Normalmente é talhado numa madeira leve e tem uma das pontas protegida com uma “boneca” de espuma ou algodão envolta num material suave, sem pêlo e não agressivo para as pinturas, sendo o mais indicado a camurça.

A sua função é a de proporcionar segurança nos gestos, especialmente quando estão em causa movimentos de grande precisão e o uso de pincéis muito finos. Na área profissional que escolhi há perto de quatro décadas, a da conservação e restauro de pintura, este é um objecto importante.

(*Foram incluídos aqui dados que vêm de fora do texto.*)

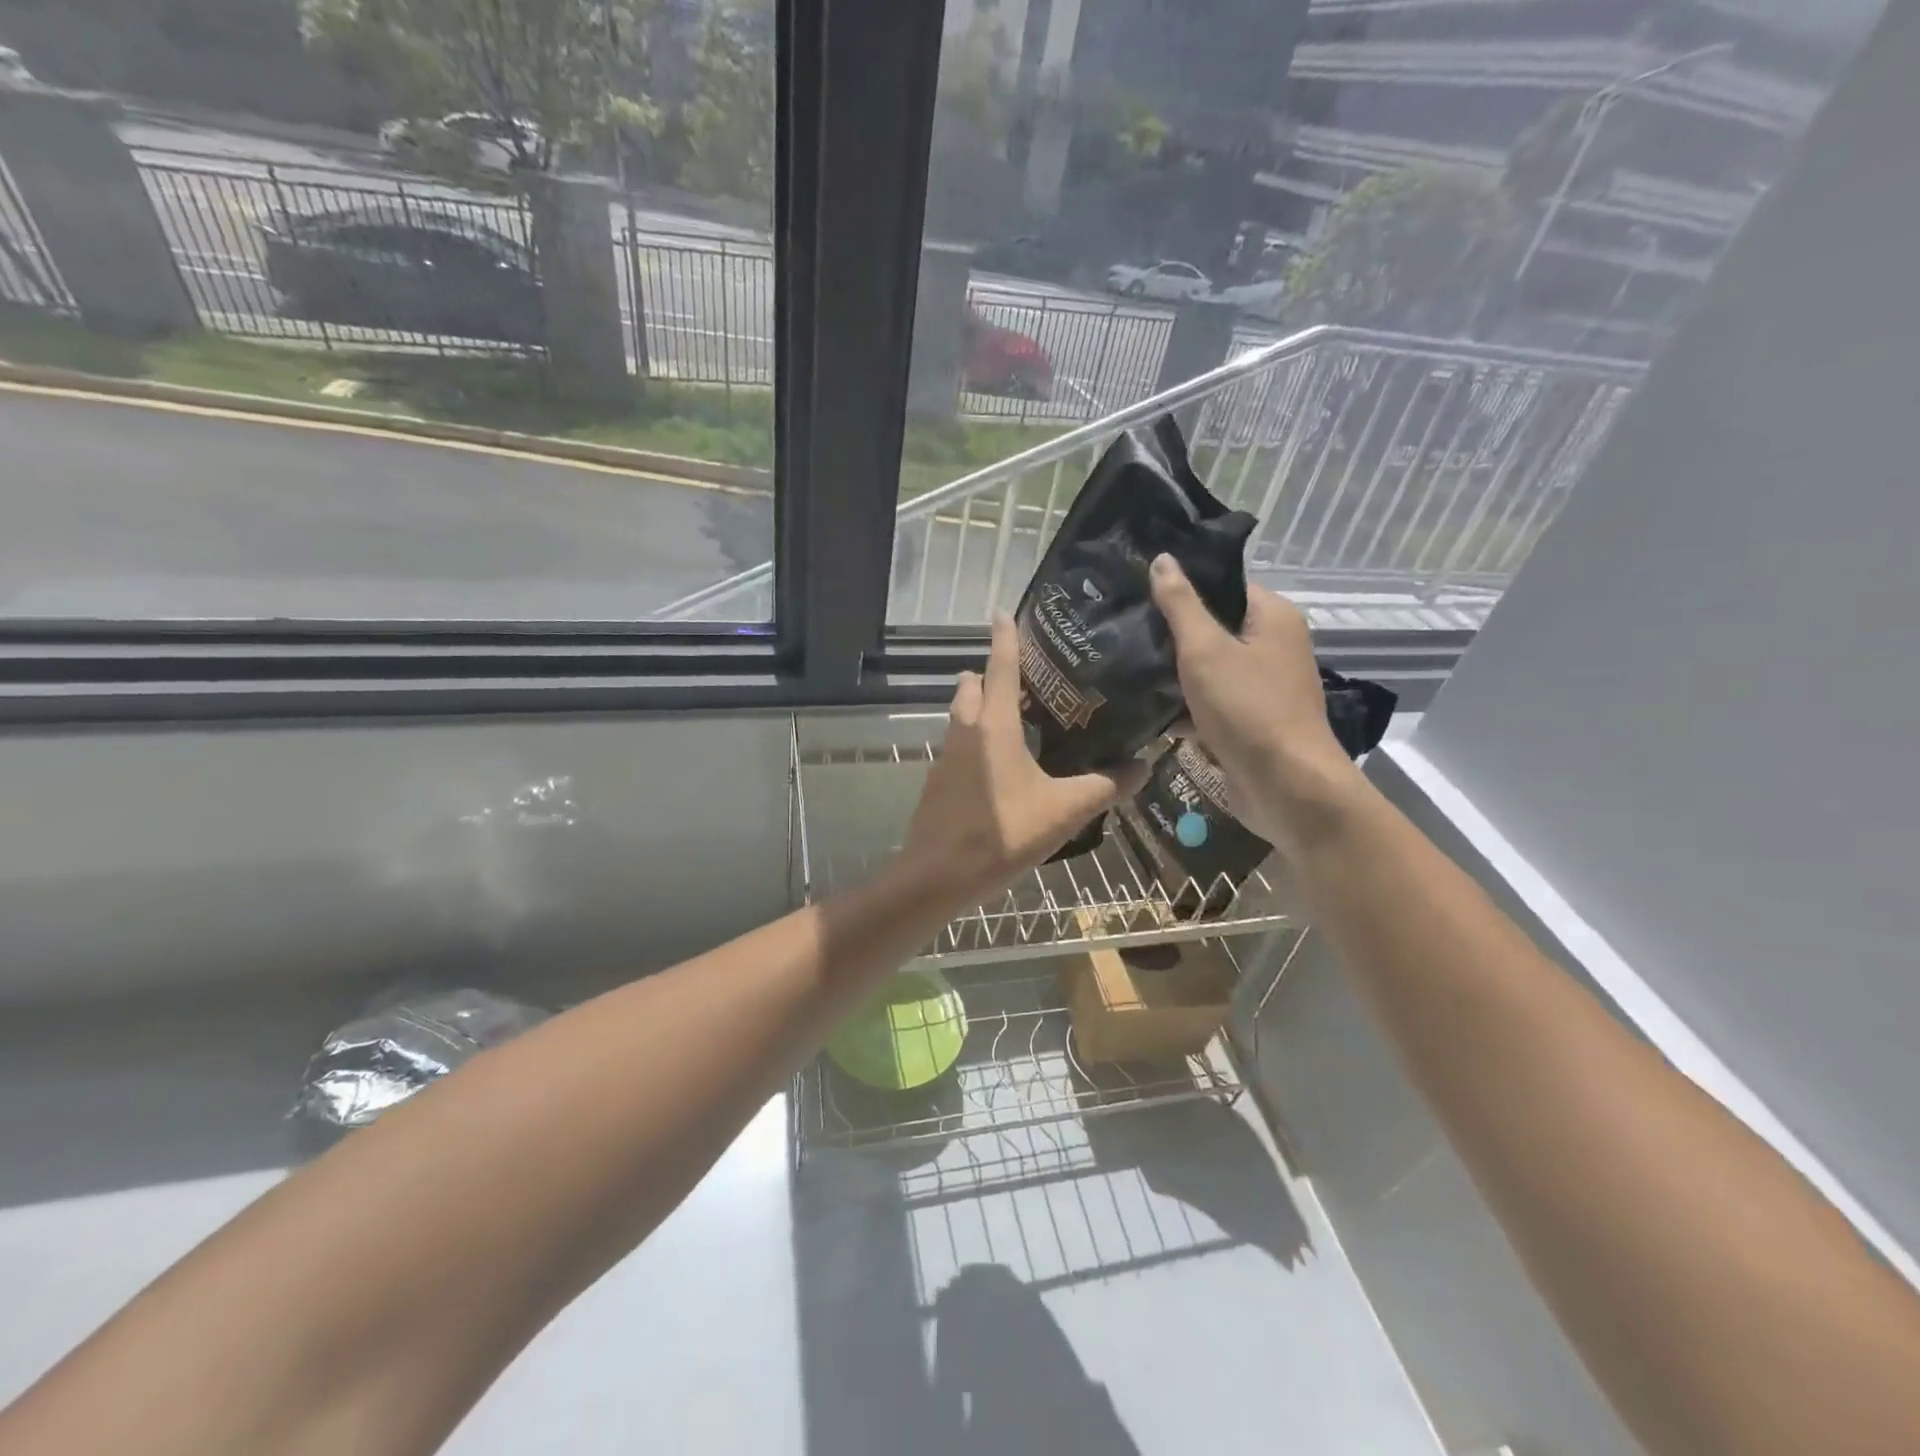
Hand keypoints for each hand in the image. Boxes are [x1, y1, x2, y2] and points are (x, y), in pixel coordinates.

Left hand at [902, 613, 1147, 902]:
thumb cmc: (1002, 834)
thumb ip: (1104, 786)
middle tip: (1026, 678)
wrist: (937, 875)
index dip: (1004, 638)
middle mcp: (965, 731)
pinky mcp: (939, 781)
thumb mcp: (1063, 811)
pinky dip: (976, 739)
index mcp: (994, 726)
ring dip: (980, 706)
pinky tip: (1000, 765)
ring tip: (1017, 718)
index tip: (1003, 612)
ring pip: (961, 716)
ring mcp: (946, 757)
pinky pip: (958, 745)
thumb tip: (1145, 765)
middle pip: (973, 687)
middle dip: (990, 674)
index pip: (999, 667)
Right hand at [1149, 554, 1362, 855]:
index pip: (1223, 586)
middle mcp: (1272, 647)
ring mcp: (1261, 687)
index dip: (1182, 587)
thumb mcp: (1206, 650)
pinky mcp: (1248, 722)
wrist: (1285, 787)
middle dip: (1169, 634)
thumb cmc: (1248, 709)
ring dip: (1171, 674)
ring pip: (1207, 669)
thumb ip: (1181, 605)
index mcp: (1272, 618)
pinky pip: (1209, 703)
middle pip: (1213, 628)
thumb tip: (1162, 558)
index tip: (1135, 590)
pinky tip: (1142, 709)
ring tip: (1121, 665)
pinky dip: (1183, 707)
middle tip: (1120, 628)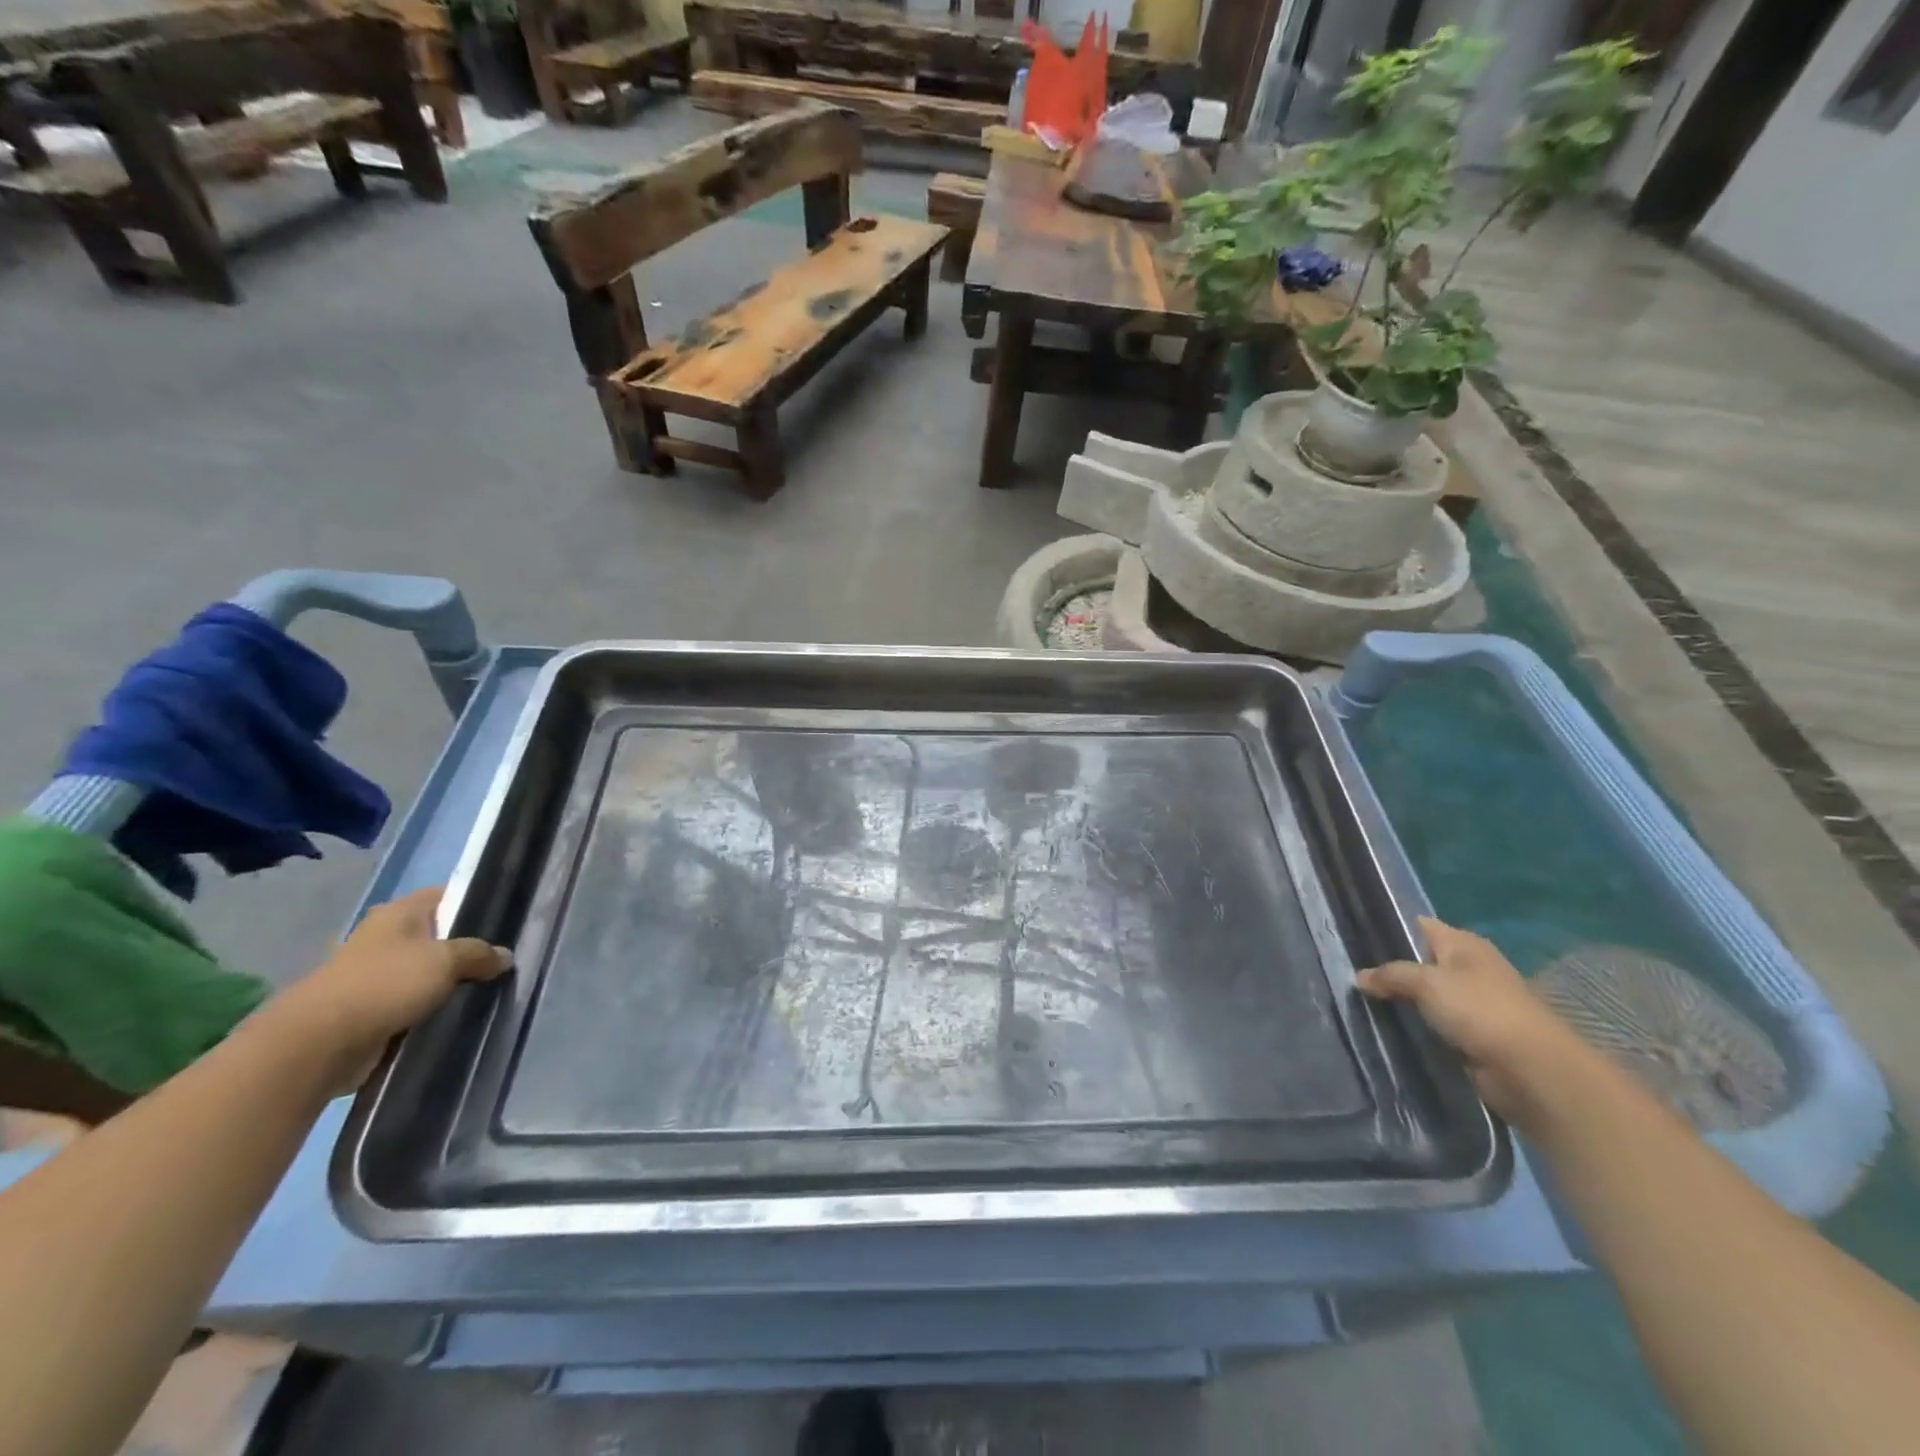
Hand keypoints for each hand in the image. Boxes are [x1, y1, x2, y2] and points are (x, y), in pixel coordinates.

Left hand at [277, 887, 511, 1083]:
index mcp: (399, 913)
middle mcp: (383, 936)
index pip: (446, 895)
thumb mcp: (447, 960)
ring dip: (446, 982)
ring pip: (424, 971)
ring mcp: (371, 973)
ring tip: (483, 990)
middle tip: (499, 960)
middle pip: (436, 935)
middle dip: (464, 948)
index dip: (475, 903)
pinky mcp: (366, 1008)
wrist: (318, 1044)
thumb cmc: (386, 984)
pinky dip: (428, 1008)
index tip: (504, 919)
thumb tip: (504, 956)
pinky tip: (453, 1014)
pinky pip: (409, 1002)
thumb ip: (480, 954)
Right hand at [1357, 917, 1587, 1123]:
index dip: (1388, 928)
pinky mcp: (1473, 1034)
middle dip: (1390, 968)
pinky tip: (1388, 1026)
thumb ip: (1390, 975)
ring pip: (1425, 995)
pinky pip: (1434, 1023)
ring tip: (1361, 1000)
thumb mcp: (1426, 982)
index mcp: (1463, 944)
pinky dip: (1416, 1025)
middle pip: (1420, 961)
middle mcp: (1469, 968)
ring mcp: (1473, 1003)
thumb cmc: (1480, 1011)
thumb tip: (1359, 976)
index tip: (1354, 938)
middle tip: (1351, 973)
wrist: (1531, 1070)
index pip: (1418, 925)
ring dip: (1402, 1000)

Antes de enveredar por esta actividade, desconhecia-o totalmente. Para mim “tento” significava “juízo”; e “ter tento”, apenas “ter juízo”. E durante muito tempo em nada associei este objecto ao termo que eu conhecia. Eram apenas palavras que se escreviam da mesma forma.

Hoje porém, os termos “tento” e “tento” estão muito próximos. Na verdade, preciso de “tento” (juizo) para aceitar com humildade que as capacidades se vão alterando com o passar dos anos, sendo  “o tento” (objecto)  imprescindível nesse processo. Porque sem ele, o cansaço no braço é uma realidade bem sentida, e os resultados imprecisos e não satisfatórios. Mas com ele na mão esquerda, a direita sente-se apoiada, confortável, segura e ainda capaz de tudo.

Olho para este companheiro de profissão com um carinho especial e como uma extensão do meu corpo. Talvez com o mesmo sentimento de quem utiliza uma bengala como auxiliar de marcha para se sentir mais seguro.

Os anos passam e as circunstâncias mudam. O importante é estarmos atentos a essas mudanças e a aceitar com abertura e lucidez os “tentos” necessários para que a vida se mantenha saudável e equilibrada.

 

 

conservar/recuperar

 

restaurar

 

– Conservar/recuperar determinadas capacidades do ser humano (motoras, sensoriais ou mentais)

– Conservar/ recuperar aspectos e valores originais de certos objectos ou de obras de arte

 

São vários os campos da vida em que esta parceria “conservar/ recuperar” pode ser aplicada, como são muitas as situações em que o descuramos. Porque cuidar, manter e/ou melhorar exige esforço e… muitas vezes o esforço cansa! Além disso, o facilitismo, a pressa e até um certo egoísmo que nos rege, não se coadunam com o trabalho e a paciência exigidos na recuperação de determinados valores ou capacidades entretanto perdidas. Mas obviamente existem excepções e são muitos os que o fazem no seu dia-a-dia, seja pessoal ou profissionalmente.

Por um lado, temos todos os agentes de saúde, em particular os terapeutas, que se dedicam com profissionalismo, empenhamento e muita paciência aos deficientes físicos, aos deficientes mentais ou aos idosos, numa atitude que visa a manutenção das suas capacidades, mas igualmente à reaquisição total ou parcial de outras que lhes poderão proporcionar autonomia, bem estar e uma melhor integração na sociedade.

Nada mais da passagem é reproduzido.